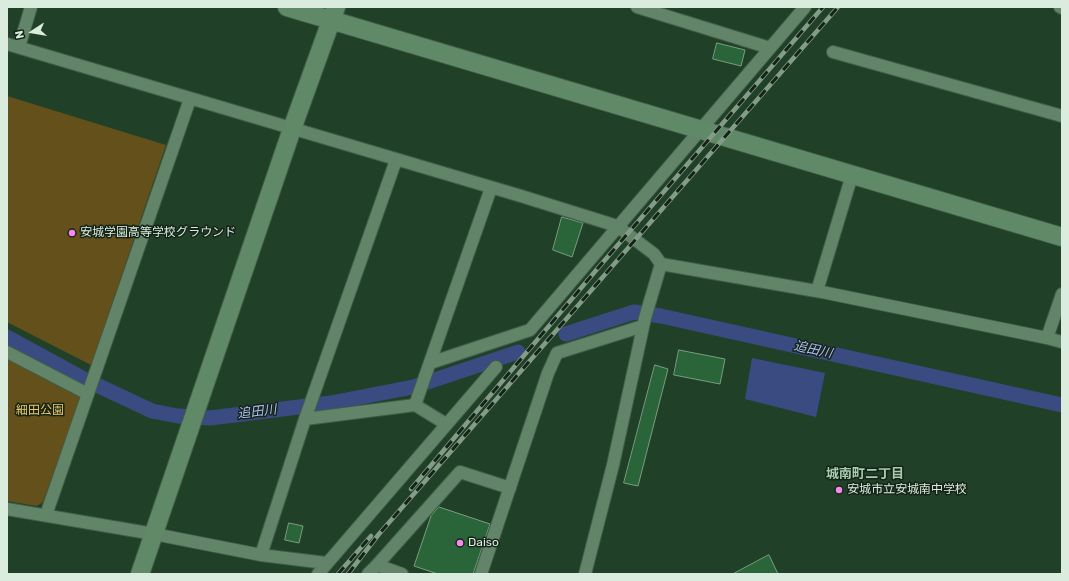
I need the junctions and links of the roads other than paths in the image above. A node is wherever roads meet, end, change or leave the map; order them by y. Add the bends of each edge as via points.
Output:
1 (31, 7) edge
2 (287, 7) edge
3 (637, 7) edge
4 (805, 7) edge
5 (333, 14) edge
6 (7, 44) edge
7 (19, 48) junction
8 (770, 48) junction
9 (833, 52) dead end
10 (190, 99) junction
11 (1062, 116) edge
12 (292, 129) junction
13 (701, 130) junction
14 (396, 160) junction
15 (852, 175) junction
16 (490, 188) junction
17 (617, 226) junction
18 (1062, 237) edge
19 (662, 264) junction
20 (817, 291) junction
21 (1062, 294) edge
22 (646, 317) junction
23 (1047, 338) junction
24 (1062, 342) edge
25 (7, 352) edge
26 (430, 363) junction
27 (496, 368) dead end
28 (91, 386) junction
29 (415, 404) junction
30 (306, 415) junction
31 (446, 424) junction
32 (510, 488) junction
33 (7, 509) edge
34 (46, 515) junction
35 (154, 534) junction
36 (261, 555) junction
37 (326, 563) junction
38 (377, 564) junction
39 (140, 574) edge
40 (318, 574) edge
41 (368, 574) edge
42 (402, 574) edge
43 (481, 574) edge
44 (586, 574) edge

1 - 7 street
2 - 5 street
3 - 8 street
4 - 8 street
5 - 12 street
5 - 13 street
6 - 7 street
7 - 10 street
8 - 13 street
9 - 11 street
10 - 12 street
10 - 28 street
12 - 14 street
12 - 35 street
13 - 15 street
13 - 17 street
14 - 16 street
14 - 30 street
15 - 18 street
15 - 20 street
16 - 17 street
16 - 26 street
17 - 19 street via 654,254
17 - 26 street via 530,330
19 - 20 street
19 - 22 street
20 - 23 street
21 - 23 street
22 - 32 street via 557,353
22 - 44 street
23 - 24 street
25 - 28 street
26 - 29 street
27 - 31 street
28 - 34 street
29 - 30 street
29 - 31 street
30 - 36 street
31 - 37 street
32 - 38 street via 460,472
32 - 43 street
33 - 34 street
34 - 35 street
35 - 36 street
35 - 39 street
36 - 37 street
37 - 40 street
38 - 41 street
38 - 42 street

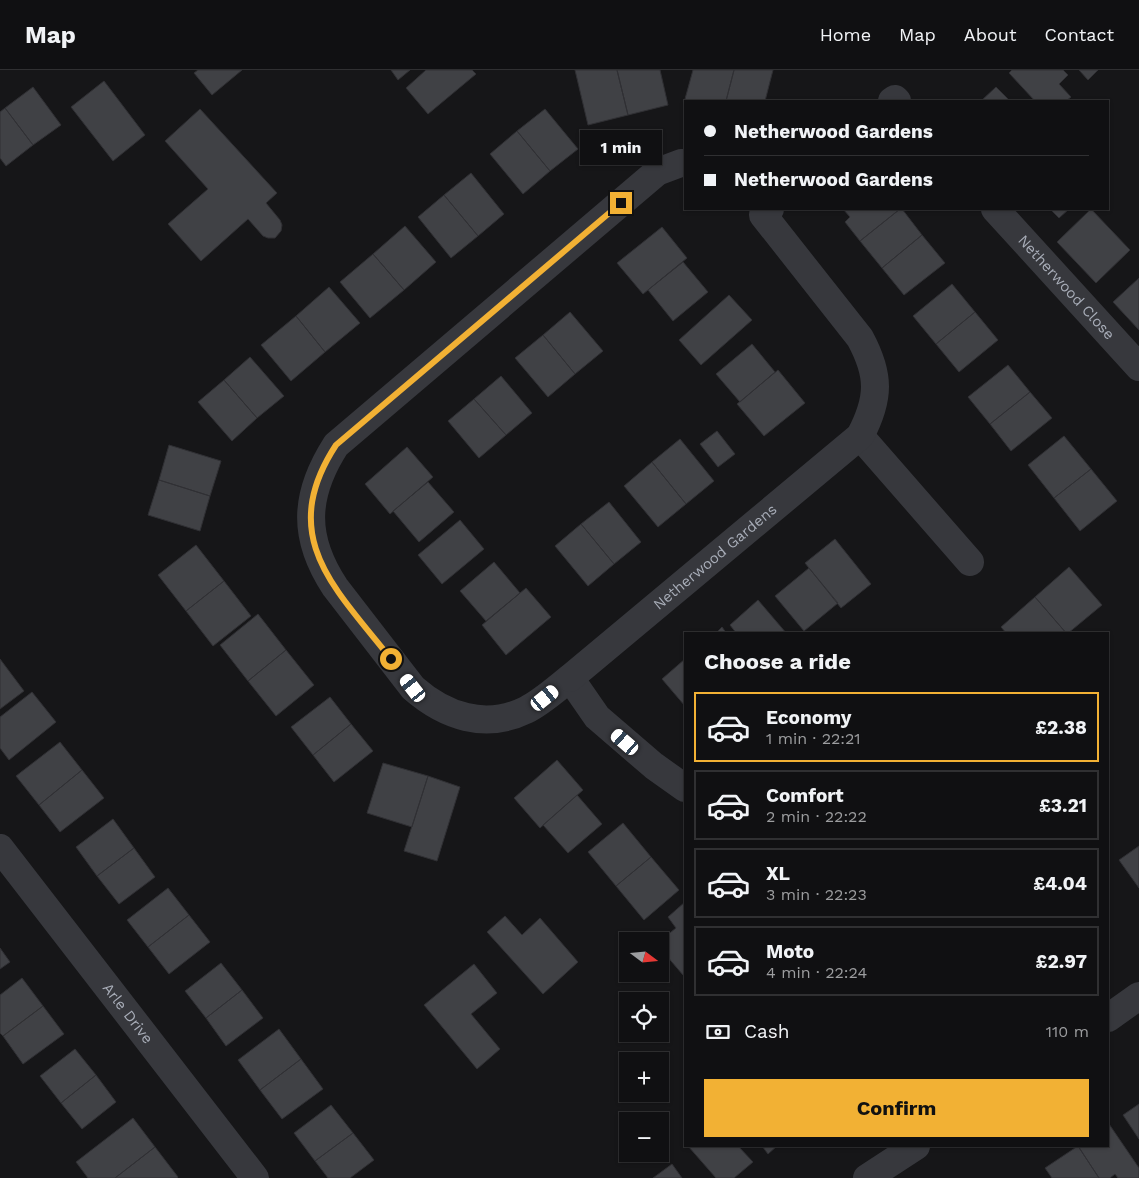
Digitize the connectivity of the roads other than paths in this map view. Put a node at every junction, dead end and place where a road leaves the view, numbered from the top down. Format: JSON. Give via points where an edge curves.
{"nodes":[{"id":1,"x":684,"y":163,"type":"edge"},
{"id":2,"x":995,"y":210,"type":"edge"},
{"id":3,"x":763,"y":211,"type":"edge"},
{"id":4,"x":1139,"y":367,"type":"edge"},
{"id":5,"x":860,"y":436,"type":"junction"},
{"id":6,"x":970,"y":562,"type":"dead end"},
{"id":7,"x":570,"y":678,"type":"junction"},
{"id":8,"x":684,"y":787,"type":"edge"},
{"id":9,"x":0,"y":848,"type":"edge"},
{"id":10,"x":1139,"y":996,"type":"edge"},
{"id":11,"x":1109,"y":1017,"type":"edge"},
{"id":12,"x":914,"y":1147,"type":"edge"},
{"id":13,"x":255,"y":1178,"type":"edge"},
{"id":14,"x":867,"y":1178,"type":"edge"}],
"edges":[{"from":1,"to":7,"type":"street","name":"Netherwood Gardens","via":[[657,172],[336,445],[315,487],[312,530],[323,570],[413,688],[427,700],[462,717],[504,718],[525,710]]},
{"from":2,"to":4,"type":"street","name":"Netherwood Close"},
{"from":3,"to":5,"type":"street","name":"Netherwood Gardens","via":[[860,338],[870,356],[875,377],[874,397]]},
{"from":5,"to":6,"type":"street"},
{"from":5,"to":7,"type":"street","name":"Netherwood Gardens"},
{"from":7,"to":8,"type":"street","via":[[597,717]]},
{"from":9,"to":13,"type":"street","name":"Arle Drive"},
{"from":10,"to":11,"type":"street"},
{"from":12,"to":14,"type":"street"}]}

■ ■ ■

◆ About this task: Search the entries for the string "Netherwood" and copy each line where it occurs.

◆ Result of the exercise:
"edges":[{"from":1,"to":7,"type":"street","name":"Netherwood Gardens","via":[[657,172],[336,445],[315,487],[312,530],[323,570],[413,688],[427,700],[462,717],[504,718],[525,710]]},
{"from":2,"to":4,"type":"street","name":"Netherwood Close"},
{"from":3,"to":5,"type":"street","name":"Netherwood Gardens","via":[[860,338],[870,356],[875,377],[874,397]]},
{"from":5,"to":7,"type":"street","name":"Netherwood Gardens"},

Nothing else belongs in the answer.